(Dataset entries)
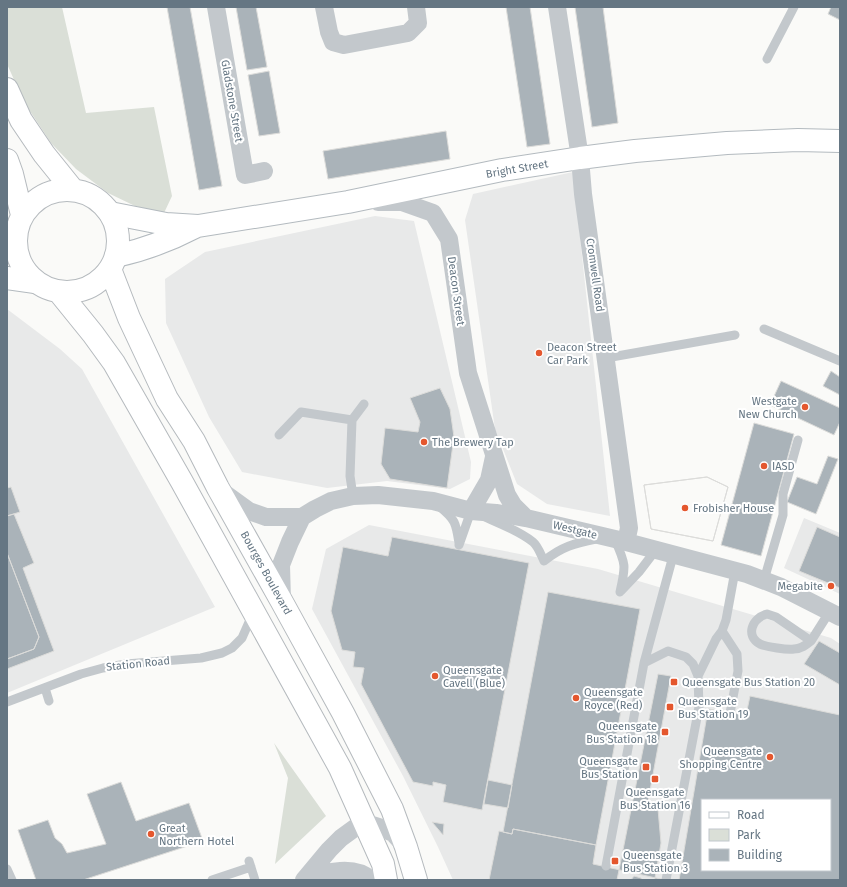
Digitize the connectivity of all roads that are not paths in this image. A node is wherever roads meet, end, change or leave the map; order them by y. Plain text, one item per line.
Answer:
1 (216, 7) edge
2 (324, 7) edge
3 (416, 7) edge
4 (557, 7) edge
5 (794, 7) edge
6 (767, 59) dead end
7 (7, 89) edge
8 (840, 141) edge
9 (580, 158) junction
10 (7, 160) edge
11 (264, 172) dead end
12 (73, 190) junction
13 (348, 202) junction
14 (110, 213) junction
15 (22, 215) junction
16 (198, 226) junction
17 (11, 246) edge
18 (113, 262) junction
19 (7, 278) edge
20 (35, 282) junction
21 (59, 292) junction
22 (764, 329) dead end
23 (735, 335) dead end
24 (606, 358) junction
25 (840, 361) edge
26 (364, 404) dead end
27 (352, 420) junction
28 (279, 435) dead end
29 (798, 440) dead end
30 (494, 456) junction
31 (218, 488) junction
32 (353, 496) junction
33 (433, 501) junction
34 (471, 511) junction
35 (302, 517) junction
36 (526, 518) junction
37 (615, 540) junction
38 (656, 551) junction
39 (674, 556) junction
40 (735, 571) junction
41 (764, 580) junction
42 (282, 602) junction
43 (253, 613) junction
44 (835, 614) edge
45 (722, 631) junction
46 (811, 642) junction
47 (644, 663) junction
48 (698, 676) junction
49 (44, 688) junction
50 (50, 701) dead end
51 (7, 702) edge
52 (730, 713) dead end
53 (363, 822) junction
54 (406, 847) junction
55 (606, 866) dead end
56 (7, 869) edge
57 (323, 877) edge
58 (12, 880) edge
59 (212, 880) edge
60 (255, 880) edge
61 (304, 880) edge
62 (309, 880) edge
63 (371, 880) edge
64 (386, 880) edge
65 (416, 880) edge
66 (666, 880) edge

1 - 11 street, Gladstone Street
2 - 3 street
4 - 9 street, Cromwell Road
5 - 6 lane
7 - 12 main road
8 - 9 main road, Bright Street
9 - 13 main road, Bright Street
9 - 24 street, Cromwell Road
10 - 15 main road
12 - 14 main road
12 - 15 main road
13 - 16 main road, Bright Street
13 - 30 street, Deacon Street
14 - 16 main road, Bright Street
14 - 18 main road
15 - 17 main road
16 - 18 main road, Bright Street
17 - 20 main road
18 - 21 main road
18 - 31 main road, Bourges Boulevard
19 - 20 main road
20 - 21 main road
21 - 43 main road
22 - 25 lane
23 - 24 lane
24 - 37 street, Cromwell Road
26 - 27 lane
27 - 28 lane
27 - 32 lane
29 - 41 lane
30 - 34 street, Deacon Street
30 - 36 street, Deacon Street
31 - 35 street
31 - 42 main road, Bourges Boulevard
32 - 33 street, Westgate
32 - 35 street, Westgate
33 - 34 street, Westgate
33 - 34 lane
34 - 36 street, Westgate
34 - 37 lane
35 - 42 street
36 - 37 street, Westgate
37 - 38 street, Westgate
37 - 38 lane
38 - 39 street, Westgate
39 - 40 street, Westgate
39 - 47 lane
40 - 41 street, Westgate
40 - 45 lane
41 - 44 street, Westgate
42 - 54 main road, Bourges Boulevard
43 - 49 lane, Station Road
43 - 53 main road
44 - 46 lane
45 - 48 lane
45 - 52 lane
46 - 46 lane
47 - 48 lane
47 - 55 lane
48 - 66 lane
49 - 50 lane
49 - 51 lane, Station Road
53 - 54 street
53 - 61 street
53 - 64 main road
54 - 65 main road, Bourges Boulevard
56 - 58 lane
57 - 62 street
57 - 63 street
59 - 60 lane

Description of the task
Transcribe every line of the data exactly. No pictures go in the copy.

Response area
Digitize the connectivity of all roads that are not paths in this image. A node is wherever roads meet, end, change or leave the map; order them by y. Plain text, one item per line.
Answer:
1 (216, 7) edge
2 (324, 7) edge
3 (416, 7) edge
4 (557, 7) edge
5 (794, 7) edge
6 (767, 59) dead end
7 (7, 89) edge
8 (840, 141) edge
9 (580, 158) junction
10 (7, 160) edge
11 (264, 172) dead end
12 (73, 190) junction
13 (348, 202) junction
14 (110, 213) junction
15 (22, 215) junction
16 (198, 226) junction
17 (11, 246) edge
18 (113, 262) junction
19 (7, 278) edge
20 (35, 282) junction
21 (59, 292) junction
22 (764, 329) dead end
23 (735, 335) dead end
24 (606, 358) junction
25 (840, 361) edge
26 (364, 404) dead end
27 (352, 420) junction
28 (279, 435) dead end
29 (798, 440) dead end
30 (494, 456) junction
31 (218, 488) junction
32 (353, 496) junction
33 (433, 501) junction
34 (471, 511) junction
35 (302, 517) junction
36 (526, 518) junction
37 (615, 540) junction
38 (656, 551) junction
39 (674, 556) junction
40 (735, 571) junction
41 (764, 580) junction
42 (282, 602) junction
43 (253, 613) junction
44 (835, 614) edge
45 (722, 631) junction
46 (811, 642) junction
47 (644, 663) junction
48 (698, 676) junction
49 (44, 688) junction
50 (50, 701) dead end
51 (7, 702) edge
52 (730, 713) dead end
53 (363, 822) junction
54 (406, 847) junction
55 (606, 866) dead end
56 (7, 869) edge
57 (323, 877) edge
58 (12, 880) edge
59 (212, 880) edge
60 (255, 880) edge
61 (304, 880) edge
62 (309, 880) edge
63 (371, 880) edge
64 (386, 880) edge
65 (416, 880) edge
66 (666, 880) edge

1 - 11 street, Gladstone Street
2 - 3 street
4 - 9 street, Cromwell Road
5 - 6 lane
7 - 12 main road
8 - 9 main road, Bright Street
9 - 13 main road, Bright Street
9 - 24 street, Cromwell Road
10 - 15 main road
12 - 14 main road
12 - 15 main road
13 - 16 main road, Bright Street
13 - 30 street, Deacon Street
14 - 16 main road, Bright Street
14 - 18 main road
15 - 17 main road
16 - 18 main road, Bright Street
17 - 20 main road
18 - 21 main road
18 - 31 main road, Bourges Boulevard
19 - 20 main road
20 - 21 main road
21 - 43 main road
22 - 25 lane
23 - 24 lane
24 - 37 street, Cromwell Road
26 - 27 lane
27 - 28 lane
27 - 32 lane
29 - 41 lane
30 - 34 street, Deacon Street
30 - 36 street, Deacon Street
31 - 35 street
31 - 42 main road, Bourges Boulevard
32 - 33 street, Westgate
32 - 35 street, Westgate
33 - 34 street, Westgate
33 - 34 lane
34 - 36 street, Westgate
34 - 37 lane
35 - 42 street
36 - 37 street, Westgate
37 - 38 street, Westgate
37 - 38 lane
38 - 39 street, Westgate
39 - 40 street, Westgate
39 - 47 lane
40 - 41 street, Westgate
40 - 45 lane
41 - 44 street, Westgate
42 - 54 main road, Bourges Boulevard
43 - 49 lane, Station Road
43 - 53 main road
44 - 46 lane
45 - 48 lane
45 - 52 lane
46 - 46 lane
47 - 48 lane
47 - 55 lane
48 - 66 lane
49 - 50 lane
49 - 51 lane, Station Road
53 - 54 street
53 - 61 street
53 - 64 main road
54 - 65 main road, Bourges Boulevard
56 - 58 lane
57 - 62 street
57 - 63 street
59 - 60 lane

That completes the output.